The Brussels Times
- Cover of The Brussels Times magazine no. 58, February-March 2025
- Categories: Daily online news website and print magazine
- Format: Daily online newspaper platform and print magazine
- Publisher: BXL Connect
- Founded: 2013
- Country: Belgium
- Based in: Brussels
- Language: English
- Website: www.brusselstimes.com
- ISSN: 0772-1633

= The Brussels Times =

English-language news magazine in Brussels, Belgium

The Brussels Times (formerly BXL Connect) is an English-language Belgian news website and magazine, headquartered on the Avenue Louise/Louizalaan in Brussels. It was founded in 2013 and is owned by BXL Connect.

The media serves Belgium, particularly covering local and European news. It claims to originate from The Brussels Times newspaper, which was established back in 1965. It is now the largest news outlet targeting the expatriate community in Belgium. The digital website has a soft paywall and the print magazine is sold in shops and available for subscription.

==History==
In 2014, the BXL Connect branded as The Brussels Times with a strategy adapted for the digital age. Articles published by The Brussels Times detailing racism or homophobia incidents in Belgium were picked up by PinkNews in 2019, by Anadolu Agency in 2023, and by Maeil Business Newspaper in August 2024.

==Audience==
The Brussels Times covers general news, business, EU affairs, op-eds, and other topic areas. It is today the largest English-language print and digital media in the Benelux.

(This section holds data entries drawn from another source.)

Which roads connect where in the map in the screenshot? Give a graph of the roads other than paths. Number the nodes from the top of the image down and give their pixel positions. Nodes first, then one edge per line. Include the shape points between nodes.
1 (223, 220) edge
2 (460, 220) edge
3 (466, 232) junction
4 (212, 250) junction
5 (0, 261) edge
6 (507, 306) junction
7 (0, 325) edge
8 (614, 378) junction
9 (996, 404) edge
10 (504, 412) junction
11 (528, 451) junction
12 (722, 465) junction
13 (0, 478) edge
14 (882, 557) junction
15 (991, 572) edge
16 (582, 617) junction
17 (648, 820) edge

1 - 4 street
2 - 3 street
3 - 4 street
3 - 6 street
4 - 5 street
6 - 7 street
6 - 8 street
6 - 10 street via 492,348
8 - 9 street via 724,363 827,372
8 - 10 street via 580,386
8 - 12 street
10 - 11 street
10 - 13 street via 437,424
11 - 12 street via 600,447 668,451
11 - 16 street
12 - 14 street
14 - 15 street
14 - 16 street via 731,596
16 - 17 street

The Brussels Times is aimed at EU officials, researchers, development professionals and diplomats based in Belgium. According to Thomas M. Wilson, an anthropology professor at Binghamton University, its coverage mostly focuses on EU affairs. "It has no political affiliation with any party and aims to present the news fairly and offer a wide range of analysis and opinion pieces, both local and global."

The media is also popular with Brussels "influencers", with 32% of MEPs and policymakers surveyed in the EU Media Poll (BCW Global) in 2022 and 2023 saying that they read it and found it influential.

==Magazine==
The Brussels Times publishes a bi-monthly magazine that is sold and distributed to European institutions and embassies across the city.

The Brussels Times magazine focuses on stories about Brussels and Belgium, covering politics, art, history, food, sport, and other issues. It is currently edited by Brussels correspondent at The i Paper, Leo Cendrowicz. Recent covers of the magazine have been illustrated by Ghent-based Belgian cartoonist Lectr.

==Contributors==
Contributors include José Manuel Barroso, Derek Blyth, Josep Borrell, Leo Cendrowicz, Mikuláš Dzurinda, Philippe Legrain, Marc Otte, Sam Rainsy, Philippe Van Parijs, and Pernille Weiss.

Derek Blyth, author of 'The 500 Hidden Secrets of Brussels', is a regular contributor.